Imatinib alters cell viability but not growth factors levels in TM4 Sertoli cells

Abstract

The anticancer agent imatinib (IM) is a small molecular analog of ATP that inhibits tyrosine kinase activity of platelet derived growth factors (PDGFs) and stem cell factor (SCF) receptor in cancer cells. However these factors have a key role in regulating growth and development of normal Sertoli, Leydig and germ cells. The aim of this study was to determine cell viability, PDGF and SCF levels in mouse normal Sertoli cells exposed to IM. In this experimental study, the mouse TM4 Sertoli cells were treated with 0, 2.5, 5, 10 and 20 μM IM for 2, 4 or 6 days.
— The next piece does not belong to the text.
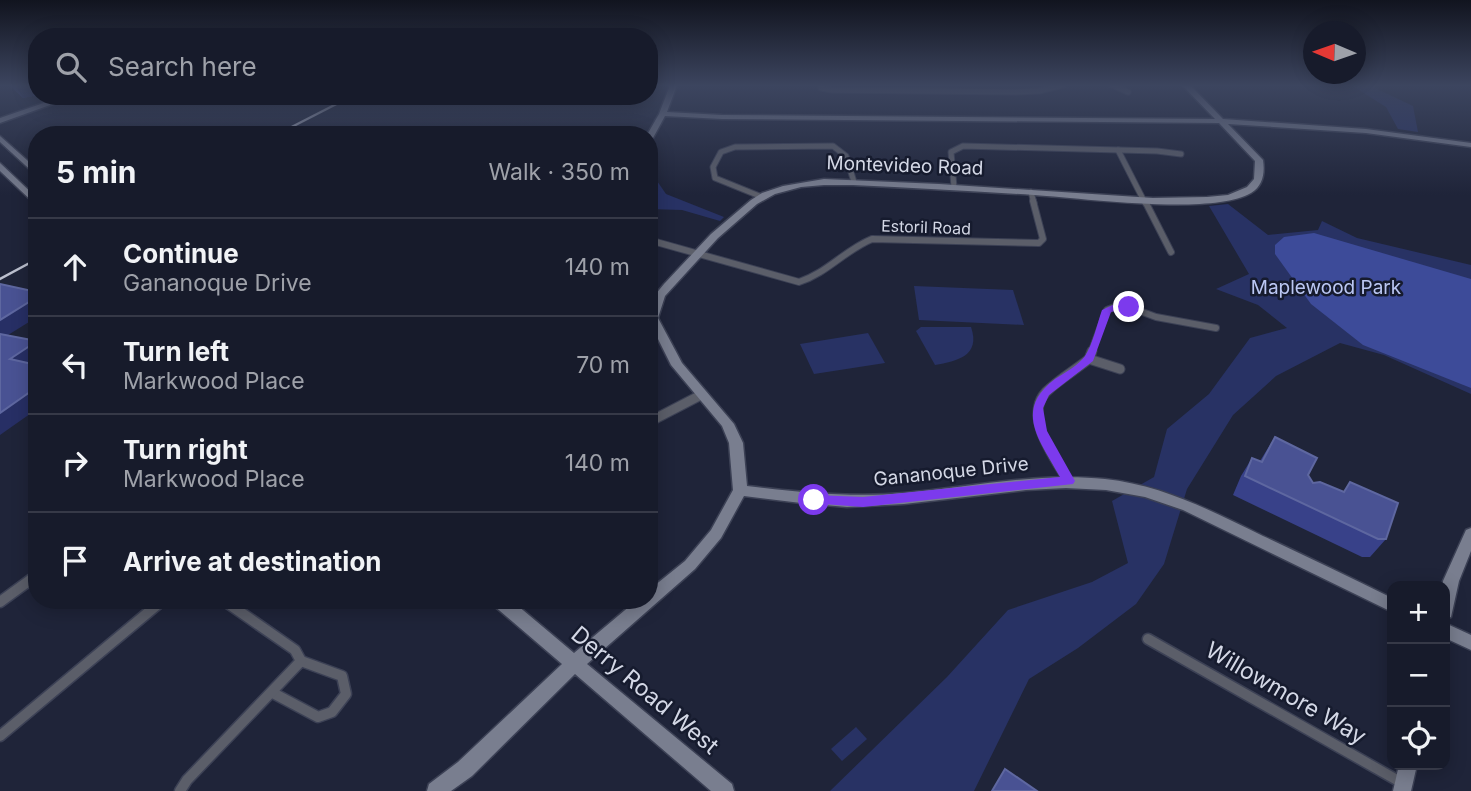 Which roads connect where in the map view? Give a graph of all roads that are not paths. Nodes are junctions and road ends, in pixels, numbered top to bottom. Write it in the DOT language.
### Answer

The cell viability and growth factors levels were assessed by MTT and ELISA methods, respectively. For statistical analysis, One-Way ANOVA was performed. IM showed significant decrease in Sertoli cell viability compared to control group (p=0.001). However, IM increased PDGF and SCF level insignificantly (p>0.05). Results suggested that IM treatment induced a dose dependent reduction of cell viability in Sertoli cells. It seems that treatment with this anticancer drug is involved in the fertility process. Further studies are needed to evaluate the role of PDGF and SCF in this cell.